(Data entries)

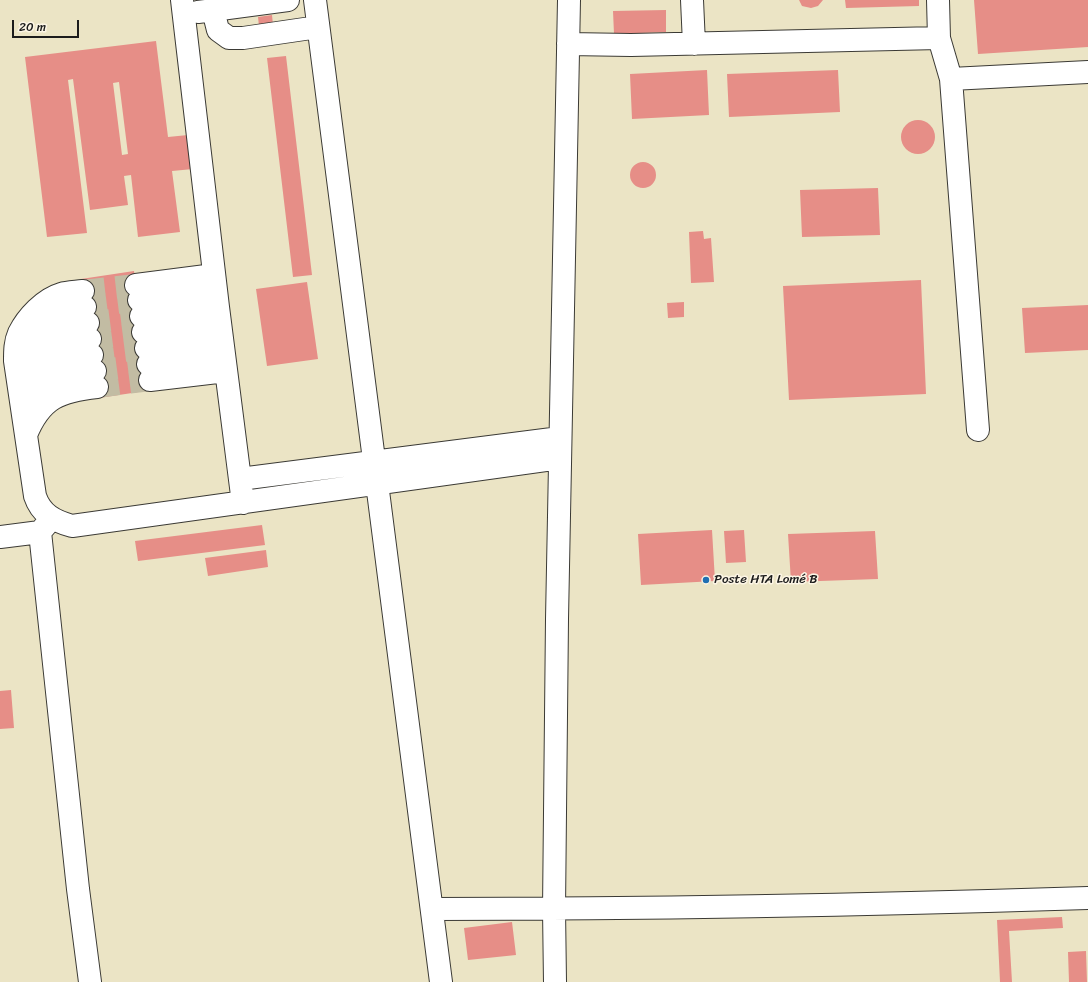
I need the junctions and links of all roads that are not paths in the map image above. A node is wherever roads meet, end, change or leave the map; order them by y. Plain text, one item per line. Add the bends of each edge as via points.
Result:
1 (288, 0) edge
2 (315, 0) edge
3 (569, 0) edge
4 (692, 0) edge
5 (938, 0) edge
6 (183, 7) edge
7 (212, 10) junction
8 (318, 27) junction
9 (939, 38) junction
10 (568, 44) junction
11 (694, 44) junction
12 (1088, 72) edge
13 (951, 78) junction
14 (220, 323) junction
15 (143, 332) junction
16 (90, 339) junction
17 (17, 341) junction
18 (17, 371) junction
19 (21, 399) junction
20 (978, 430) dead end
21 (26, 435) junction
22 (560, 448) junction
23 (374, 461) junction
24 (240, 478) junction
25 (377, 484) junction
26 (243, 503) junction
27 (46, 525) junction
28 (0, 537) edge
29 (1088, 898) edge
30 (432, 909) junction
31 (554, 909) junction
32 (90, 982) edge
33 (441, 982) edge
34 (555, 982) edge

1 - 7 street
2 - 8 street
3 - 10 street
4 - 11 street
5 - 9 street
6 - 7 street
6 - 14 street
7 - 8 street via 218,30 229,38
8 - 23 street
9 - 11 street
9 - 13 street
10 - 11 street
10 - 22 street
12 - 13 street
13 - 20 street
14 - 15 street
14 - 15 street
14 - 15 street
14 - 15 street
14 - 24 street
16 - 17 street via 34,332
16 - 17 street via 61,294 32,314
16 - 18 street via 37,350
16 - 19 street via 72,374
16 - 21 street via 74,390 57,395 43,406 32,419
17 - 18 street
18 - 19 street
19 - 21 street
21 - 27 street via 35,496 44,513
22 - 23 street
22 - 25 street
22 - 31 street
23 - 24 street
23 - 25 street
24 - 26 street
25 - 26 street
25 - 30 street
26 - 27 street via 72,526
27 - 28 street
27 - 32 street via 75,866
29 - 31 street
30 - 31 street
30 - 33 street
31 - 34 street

**TASK DETAILS:** Every line above is to be duplicated exactly; no picture should be carried over.

**EXPECTED ANSWER:**
I need the junctions and links of all roads that are not paths in the map image above. A node is wherever roads meet, end, change or leave the map; order them by y. Plain text, one item per line. Add the bends of each edge as via points.
Result:
1 (288, 0) edge
2 (315, 0) edge
3 (569, 0) edge
4 (692, 0) edge
5 (938, 0) edge
6 (183, 7) edge
7 (212, 10) junction
8 (318, 27) junction
9 (939, 38) junction
10 (568, 44) junction
11 (694, 44) junction
12 (1088, 72) edge
13 (951, 78) junction
14 (220, 323) junction
15 (143, 332) junction
16 (90, 339) junction
17 (17, 341) junction
18 (17, 371) junction
19 (21, 399) junction
20 (978, 430) dead end
21 (26, 435) junction
22 (560, 448) junction
23 (374, 461) junction
24 (240, 478) junction
25 (377, 484) junction
26 (243, 503) junction
27 (46, 525) junction
28 (0, 537) edge
29 (1088, 898) edge
30 (432, 909) junction
31 (554, 909) junction
32 (90, 982) edge
33 (441, 982) edge
34 (555, 982) edge

1 - 7 street
2 - 8 street
3 - 10 street
4 - 11 street
5 - 9 street
6 - 7 street
6 - 14 street
7 - 8 street via 218,30 229,38
8 - 23 street
9 - 11 street
9 - 13 street
10 - 11 street
10 - 22 street
12 - 13 street
13 - 20 street
14 - 15 street
14 - 15 street
14 - 15 street
14 - 15 street
14 - 24 street
16 - 17 street via 34,332
16 - 17 street via 61,294 32,314
16 - 18 street via 37,350
16 - 19 street via 72,374
16 - 21 street via 74,390 57,395 43,406 32,419
17 - 18 street
18 - 19 street
19 - 21 street
21 - 27 street via 35,496 44,513
22 - 23 street
22 - 25 street
22 - 31 street
23 - 24 street
23 - 25 street
24 - 26 street
25 - 26 street
25 - 30 street
26 - 27 street via 72,526
27 - 28 street
27 - 32 street via 75,866
29 - 31 street
30 - 31 street
30 - 33 street
31 - 34 street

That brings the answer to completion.